Ne vous méprenez pas : les chars d’assaut ont toujours un rôle vital à jouer sur le champ de bataille moderne. Leur statut de bunker mobile est inestimable dans le genre de conflits d’usure qui définissent le stade actuel des combats terrestres à grande échelle. La vitesse et le blindage contribuent toujours à la capacité de survie, et le canon principal d’un char reste l’une des armes les plus meurtrières du champ de bataille moderne.

Mais le char d’assaut moderne est plus performant lorsqu’il fait partie d’une équipe d’armes combinées, soutenue par l’infanterie (montée et non montée) et de nombreuses armes d’appui (artillerie et appui aérien rapproché). Dans le cadre d’une telle équipe, surtout si elle est bien entraînée à l’art du combat rapproché, le char d’assaut reste une arme de guerre essentielle. Cependant, s’il est utilisé de manière isolée, un char n’est qu’un coûteux cercueil mobile.  

On a beaucoup parlé de la récente décision de l’OTAN et des pays alliés de fournir des chars de combat occidentaux à l’Ukraine. Les aspects politiques de cette décision constituent un sujet à part entière. Cet article traite des aspects pratiques opérationnels de cette décision, à savoir si la capacité militaire de l’Ukraine a été renforcée par la fourniture de ces nouveaux systèmes d’armes.

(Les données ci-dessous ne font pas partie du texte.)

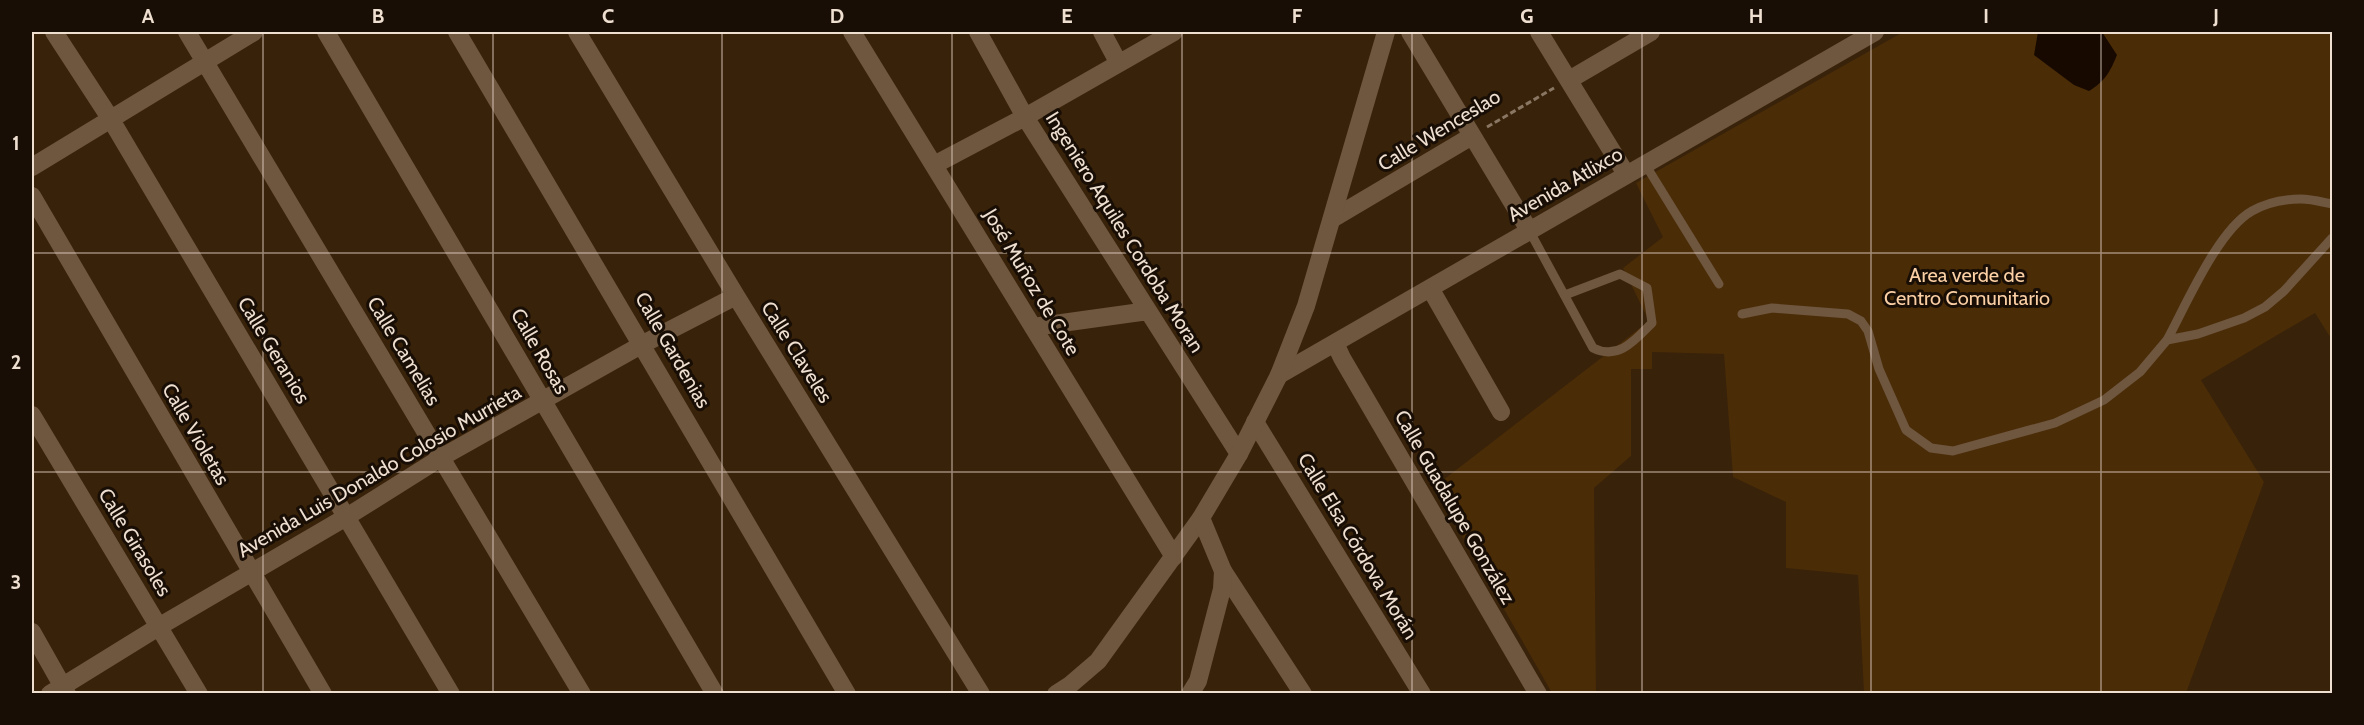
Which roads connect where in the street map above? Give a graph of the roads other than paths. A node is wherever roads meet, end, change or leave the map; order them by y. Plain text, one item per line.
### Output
1 (54, 32) edge
2 (187, 32) edge
3 (254, 32) edge
4 (326, 32) edge
5 (457, 32) edge
6 (578, 32) edge
7 (852, 32) edge
8 (978, 32) edge
9 (1102, 32) edge
10 (1174, 32) edge
11 (1410, 32) edge
12 (1539, 32) edge
13 (1651, 32) edge
14 (1875, 32) edge
15 (1381, 36) edge
16 (205, 62) junction
17 (1118, 62) junction
18 (1569, 80) junction
19 (1025, 117) junction
20 (110, 118) junction
21 (1473, 136) junction
22 (1645, 164) junction
23 (934, 165) junction
24 (32, 167) edge
25 (1626, 174) junction
26 (32, 196) edge
27 (2332, 204) edge
28 (1332, 219) junction
29 (1529, 230) junction
30 (2332, 238) edge
31 (1719, 284) dead end
32 (1430, 288) junction
33 (1565, 295) junction
34 (736, 296) junction
35 (1148, 311) junction
36 (1742, 314) dead end
37 (1033, 327) junction
38 (2167, 340) junction
39 (1335, 343) junction
40 (643, 344) junction
41 (1279, 375) junction
42 (543, 401) junction
43 (1501, 412) dead end
44 (32, 415) edge
45 (1256, 422) junction
46 (1239, 454) junction
47 (442, 457) junction
48 (348, 516) junction
49 (1201, 518) junction
50 (1174, 557) junction
51 (1223, 571) junction
52 (251, 572) junction
53 (160, 626) junction
54 (32, 632) edge
55 (60, 691) edge
56 (199, 693) edge
57 (323, 693) edge
58 (452, 693) edge
59 (582, 693) edge
60 (715, 693) edge
61 (847, 693) edge
62 (981, 693) edge
63 (1056, 693) edge
64 (1192, 693) edge
65 (1303, 693) edge
66 (1422, 693) edge
67 (1538, 693) edge

1 - 20 street, Calle Geranios
2 - 16 street, Calle Camelias
3 - 16 street
4 - 42 street, Calle Rosas
5 - 40 street, Calle Gardenias
6 - 34 street, Calle Claveles
7 - 23 street, José Muñoz de Cote
8 - 19 street, Ingeniero Aquiles Cordoba Moran
9 - 17 street
10 - 17 street
11 - 21 street
12 - 18 street
13 - 18 street
14 - 22 street, Avenida Atlixco
15 - 28 street
16 - 20 street
16 - 47 street, Calle Camelias
17 - 19 street
18 - 25 street
19 - 23 street
19 - 35 street, Ingeniero Aquiles Cordoba Moran
20 - 24 street
20 - 48 street, Calle Geranios
21 - 28 street, Calle Wenceslao
21 - 29 street
22 - 25 street, Avenida Atlixco
22 - 31 lane
23 - 37 street, José Muñoz de Cote
25 - 29 street, Avenida Atlixco
26 - 52 street, Calle Violetas
27 - 38 lane
28 - 41 street
29 - 32 street, Avenida Atlixco
29 - 33 lane
30 - 38 lane
32 - 39 street, Avenida Atlixco
32 - 43 street
33 - 33 lane
34 - 40 street, Avenida Luis Donaldo Colosio Murrieta
34 - 62 street, Calle Claveles
35 - 37 street
35 - 46 street, Ingeniero Aquiles Cordoba Moran
36 - 38 lane
37 - 50 street, José Muñoz de Cote
39 - 41 street, Avenida Atlixco
39 - 67 street, Calle Guadalupe González
40 - 42 street, Avenida Luis Donaldo Colosio Murrieta
40 - 61 street, Calle Gardenias
41 - 45 street
42 - 47 street, Avenida Luis Donaldo Colosio Murrieta
42 - 60 street, Calle Rosas
44 - 53 street, Calle Girasoles
45 - 46 street
45 - 66 street, Calle Elsa Córdova Morán
46 - 49 street
47 - 48 street, Avenida Luis Donaldo Colosio Murrieta
47 - 59 street, Calle Camelias
48 - 52 street, Avenida Luis Donaldo Colosio Murrieta
48 - 58 street, Calle Geranios
49 - 50 street
49 - 51 street
50 - 63 street
51 - 64 street
51 - 65 street
52 - 53 street, Avenida Luis Donaldo Colosio Murrieta
52 - 57 street, Calle Violetas
53 - 55 street, Avenida Luis Donaldo Colosio Murrieta
53 - 56 street, Calle Girasoles
54 - 55 street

Pour répondre à cette question, il faut examiner trois points fondamentaux : la formation, la durabilité logistique et l’emploi opérationnel.

 

Formation

Il faut 22 semaines pour former un équipier américain devant opérer sur des M1 Abrams. Cette formation ne donne au soldat que les compétences de base nécessitées pour être fonctionnel. L’expertise opérationnelle réelle ne s’acquiert qu’après des mois, voire des années, de formation supplémentaire, non seulement sur le système lui-même, mais aussi sur son utilisation au sein d’une équipe d’armes combinées ayant reçu une formation similaire. En d’autres termes, même une équipe de chars ukrainienne expérimentée dans le fonctionnement des chars T-72 ou T-64 de l’ère soviétique ne sera pas en mesure de passer immédiatement à un char de combat principal de style occidental.

 

 

 

Chars de combat T-72B3M du 1er régiment de chars de la Garde sur la Place Rouge.

 

 

Tout d’abord, l’équipage d’un char de l’ère soviétique est composé de trois personnes, ce qui signifie que les chars soviétiques utilisent un mécanisme de chargement automatique. Les chars occidentaux ont quatre membres d’équipage parce que le chargement du canon principal du char se fait manuellement. S’adapter à cette dynamique prend du temps et nécessite une formation approfondie.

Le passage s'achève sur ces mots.